◆ DATA TO PROCESS:
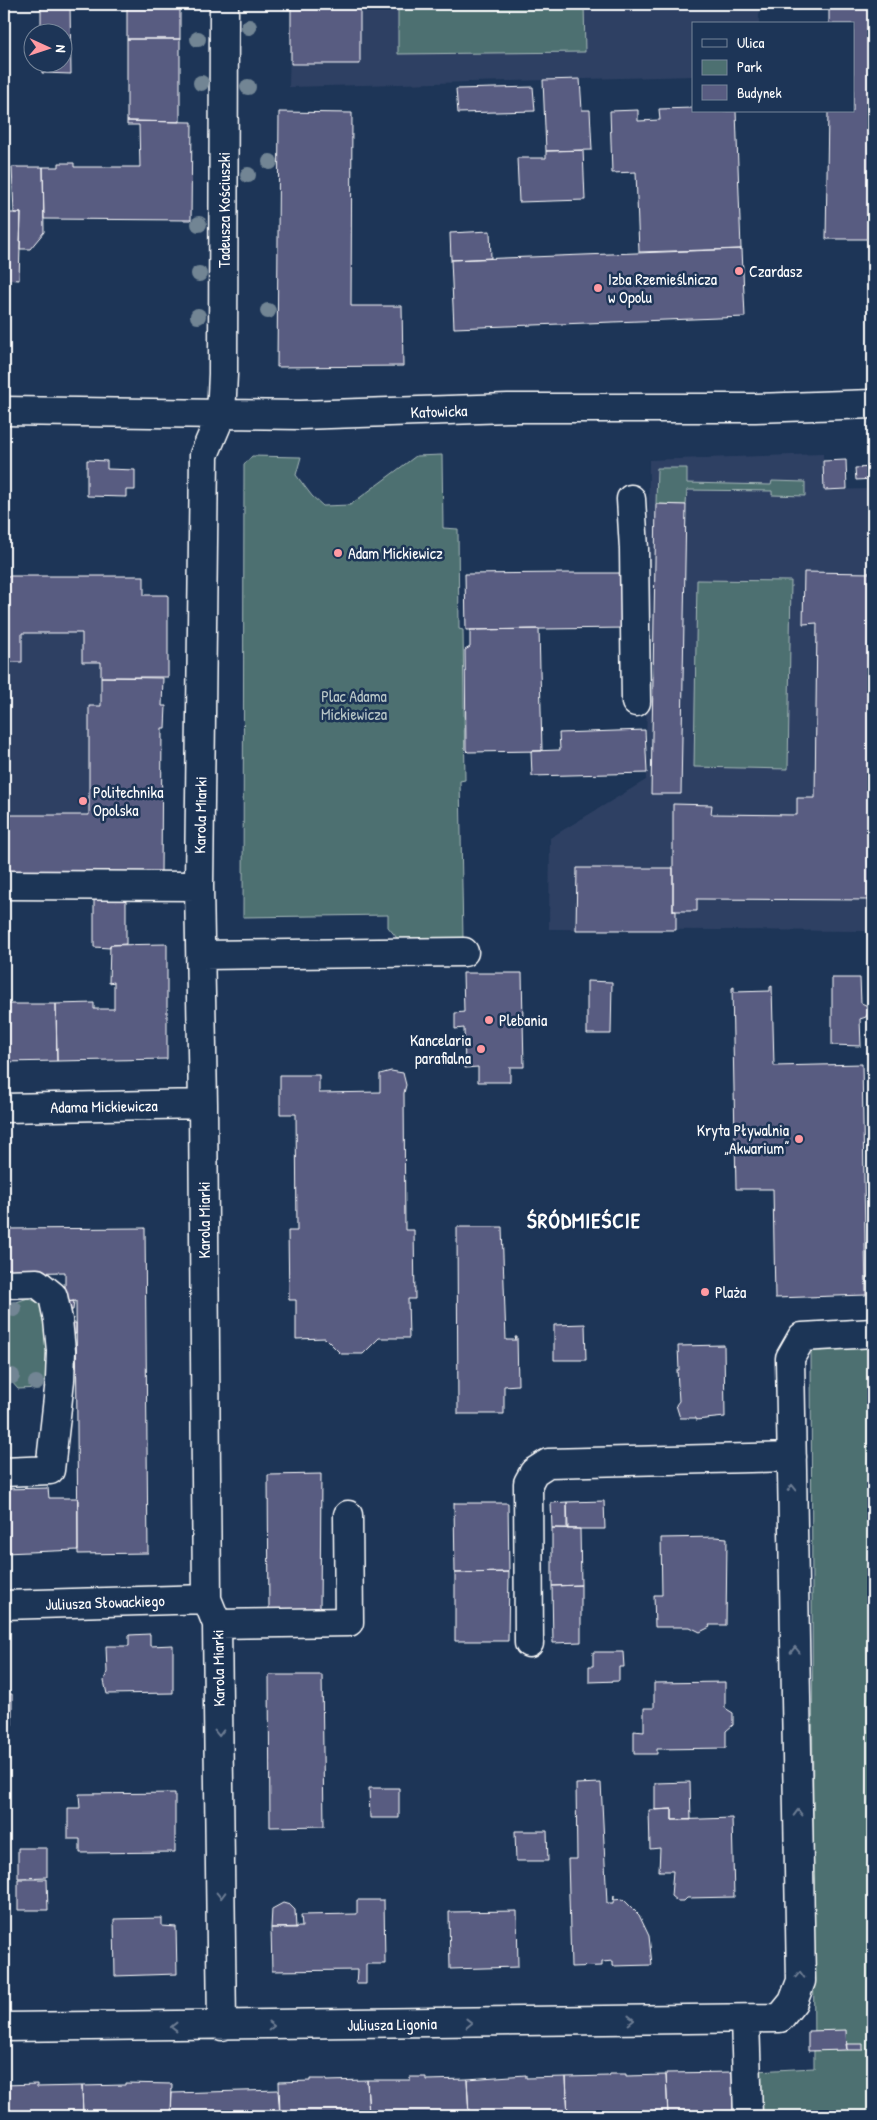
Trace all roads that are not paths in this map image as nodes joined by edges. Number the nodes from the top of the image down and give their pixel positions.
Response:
1 (224, 4) edge
2 (873, 404) edge
3 (4, 411) edge
4 (221, 415) junction
5 (631, 499) dead end
6 (636, 702) dead end
7 (4, 886) edge
8 (199, 886) junction
9 (464, 952) dead end
10 (201, 955) junction
11 (203, 1104) junction
12 (4, 1108) edge
13 (4, 1284) edge
14 (873, 1333) edge
15 (792, 1457) junction
16 (4, 1472) edge
17 (348, 1515) dead end
18 (207, 1599) junction
19 (4, 1605) edge
20 (217, 1624) junction
21 (529, 1643) dead end
22 (745, 2018) junction
23 (222, 2026) junction
24 (4, 2027) edge
25 (748, 2116) edge

1 - 4 street, Tadeusza Kościuszki
2 - 4 street, Katowicka
3 - 4 street, Katowicka
4 - 8 street, Karola Miarki
5 - 6 street
7 - 8 street
8 - 10 street, Karola Miarki
9 - 10 street
10 - 11 street, Karola Miarki
11 - 12 street, Adama Mickiewicza
11 - 18 street, Karola Miarki
13 - 16 street
14 - 15 street
15 - 21 street
22 -> 15 street, Juliusza Ligonia
17 - 20 street
18 - 19 street, Juliusza Słowackiego
18 - 20 street, Karola Miarki
20 -> 23 street, Karola Miarki
23 -> 22 street, Juliusza Ligonia
22 - 25 street
23 -> 24 street, Juliusza Ligonia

◆ AIM OF THE TASK:
Print every entry exactly as written, without the pictures.

◆ ANSWER TO THIS PROBLEM:
Trace all roads that are not paths in this map image as nodes joined by edges. Number the nodes from the top of the image down and give their pixel positions.
Response:
1 (224, 4) edge
2 (873, 404) edge
3 (4, 411) edge
4 (221, 415) junction
5 (631, 499) dead end
6 (636, 702) dead end
7 (4, 886) edge
8 (199, 886) junction
9 (464, 952) dead end
10 (201, 955) junction
11 (203, 1104) junction
12 (4, 1108) edge
13 (4, 1284) edge
14 (873, 1333) edge
15 (792, 1457) junction
16 (4, 1472) edge
17 (348, 1515) dead end
18 (207, 1599) junction
19 (4, 1605) edge
20 (217, 1624) junction
21 (529, 1643) dead end
22 (745, 2018) junction
23 (222, 2026) junction
24 (4, 2027) edge
25 (748, 2116) edge

1 - 4 street, Tadeusza Kościuszki
2 - 4 street, Katowicka
3 - 4 street, Katowicka
4 - 8 street, Karola Miarki
5 - 6 street
7 - 8 street
8 - 10 street, Karola Miarki
9 - 10 street
10 - 11 street, Karola Miarki
11 - 12 street, Adama Mickiewicza
11 - 18 street, Karola Miarki
13 - 16 street
14 - 15 street
15 - 21 street
22 -> 15 street, Juliusza Ligonia
17 - 20 street
18 - 19 street, Juliusza Słowackiego
18 - 20 street, Karola Miarki
20 -> 23 street, Karola Miarki
23 -> 22 street, Juliusza Ligonia
22 - 25 street
23 -> 24 street, Juliusza Ligonia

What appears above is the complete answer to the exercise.